Released: May 2015
With a title as the ‘Queen of Crime’, Minette Walters has quite a reputation to live up to. The author’s latest novella, The Cellar, serves to further secure her place as one of Britain’s best-selling and most popular crime writers.
Walters’ sixteenth literary offering follows Muna, the stolen ‘daughter’ of Mr and Mrs Songoli. Muna spends her days cleaning up after the Songoli family, a slave to their selfish needs, desires and animalistic attitudes. Malnourished, mistreated and manhandled, Muna is a ghost to the outside world. In the dark of the cellar where she sleeps at night, the devil whispers to Muna, comforting her and planting devious thoughts in her mind.
Muna’s pitiful life changes for the better when the Songoli’s youngest son disappears. The family believe he was taken on his way back from school, but there’s no trace of him; neither the Songolis nor the police can figure out what happened to Abiola. The police presence gives Muna a renewed hope, as the Songolis can’t mistreat her with the law keeping a watchful eye on them.
Muna’s faux-family think she’s stupid, but she’s much cleverer than anyone suspects. She can speak English, memorise number sequences and is a powerful manipulator, acting the “brain damaged” child to appear the picture of innocence to the police and her nosy neighbour. As the Songoli family’s life falls into tatters, Muna grabs hold of every opportunity to better her situation, but her soul becomes blackened in the process.

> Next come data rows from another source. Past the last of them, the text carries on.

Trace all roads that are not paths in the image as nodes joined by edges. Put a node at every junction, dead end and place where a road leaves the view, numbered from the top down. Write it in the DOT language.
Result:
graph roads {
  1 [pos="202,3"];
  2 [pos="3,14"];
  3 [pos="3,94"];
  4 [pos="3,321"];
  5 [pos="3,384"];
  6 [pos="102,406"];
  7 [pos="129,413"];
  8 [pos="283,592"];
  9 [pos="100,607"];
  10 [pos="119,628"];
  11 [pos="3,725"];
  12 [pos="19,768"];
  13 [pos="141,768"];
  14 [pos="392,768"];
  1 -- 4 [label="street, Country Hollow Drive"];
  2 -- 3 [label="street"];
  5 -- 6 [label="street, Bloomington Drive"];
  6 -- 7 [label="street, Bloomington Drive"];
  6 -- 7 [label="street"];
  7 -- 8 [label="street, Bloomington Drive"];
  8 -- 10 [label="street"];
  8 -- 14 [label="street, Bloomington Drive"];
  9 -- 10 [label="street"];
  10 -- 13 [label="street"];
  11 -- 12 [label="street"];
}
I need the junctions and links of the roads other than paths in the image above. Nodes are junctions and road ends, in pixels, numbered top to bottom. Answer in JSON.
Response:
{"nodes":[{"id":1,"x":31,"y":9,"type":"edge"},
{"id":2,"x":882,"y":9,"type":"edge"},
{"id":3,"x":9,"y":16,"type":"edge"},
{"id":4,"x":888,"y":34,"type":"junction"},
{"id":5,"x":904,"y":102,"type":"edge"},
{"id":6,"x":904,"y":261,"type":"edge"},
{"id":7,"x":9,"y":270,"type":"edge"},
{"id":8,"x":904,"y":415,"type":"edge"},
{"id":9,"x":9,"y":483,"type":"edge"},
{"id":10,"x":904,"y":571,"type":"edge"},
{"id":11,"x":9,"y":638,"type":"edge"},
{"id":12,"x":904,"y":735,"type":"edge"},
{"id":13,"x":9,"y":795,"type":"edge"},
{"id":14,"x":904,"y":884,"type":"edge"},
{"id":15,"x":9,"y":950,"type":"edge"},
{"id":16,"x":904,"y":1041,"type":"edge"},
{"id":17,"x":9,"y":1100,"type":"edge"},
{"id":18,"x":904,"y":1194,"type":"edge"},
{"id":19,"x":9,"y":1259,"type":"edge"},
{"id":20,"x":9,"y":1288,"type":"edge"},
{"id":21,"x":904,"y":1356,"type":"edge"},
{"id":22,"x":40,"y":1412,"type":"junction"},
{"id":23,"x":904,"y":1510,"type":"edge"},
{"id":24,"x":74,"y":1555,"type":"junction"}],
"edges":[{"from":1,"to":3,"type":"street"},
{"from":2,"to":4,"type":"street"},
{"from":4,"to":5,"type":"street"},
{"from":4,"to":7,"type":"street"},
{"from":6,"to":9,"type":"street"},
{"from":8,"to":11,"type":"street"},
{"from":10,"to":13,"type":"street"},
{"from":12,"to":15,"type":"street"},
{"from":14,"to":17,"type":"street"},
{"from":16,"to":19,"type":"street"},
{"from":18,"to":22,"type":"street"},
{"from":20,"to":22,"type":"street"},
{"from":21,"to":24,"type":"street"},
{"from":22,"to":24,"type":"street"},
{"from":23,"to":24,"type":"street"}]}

I was engrossed in The Cellar from the very beginning. Minette Walters possesses the ability to delve into the very depths of human depravity; it’s disturbing but it also gives her story a very real complexity. The novella’s heart is its central character, Muna, who comes across as surprisingly strong despite her deprived situation. I felt weirdly conflicted about Muna; initially she comes across as a weak child in desperate need of saving, but as the story progresses it becomes clear that Muna is perfectly capable of protecting herself, even if she loses a part of herself in the process. She is what the Songolis have made her.
The Songolis are a hideous bunch and Walters does such an excellent job of making the reader detest them. Even Mr Songoli, who appears to show remorse for his disgusting actions, is beyond redemption. It’s natural to feel sorry for people’s misfortunes – of which the Songolis have many – but I couldn’t help feeling like the family received their just deserts. Unfortunately it seems as if Muna does too, though the ambiguous ending leaves room for interpretation.
The Cellar will shock and surprise as it whisks you through Muna’s oppressive tale. It’s the perfect novella for readers who love contemporary crime stories that rummage uncomfortably deep into the human psyche. It’s not pretty but life often isn’t, and Walters is able to capture this with ease.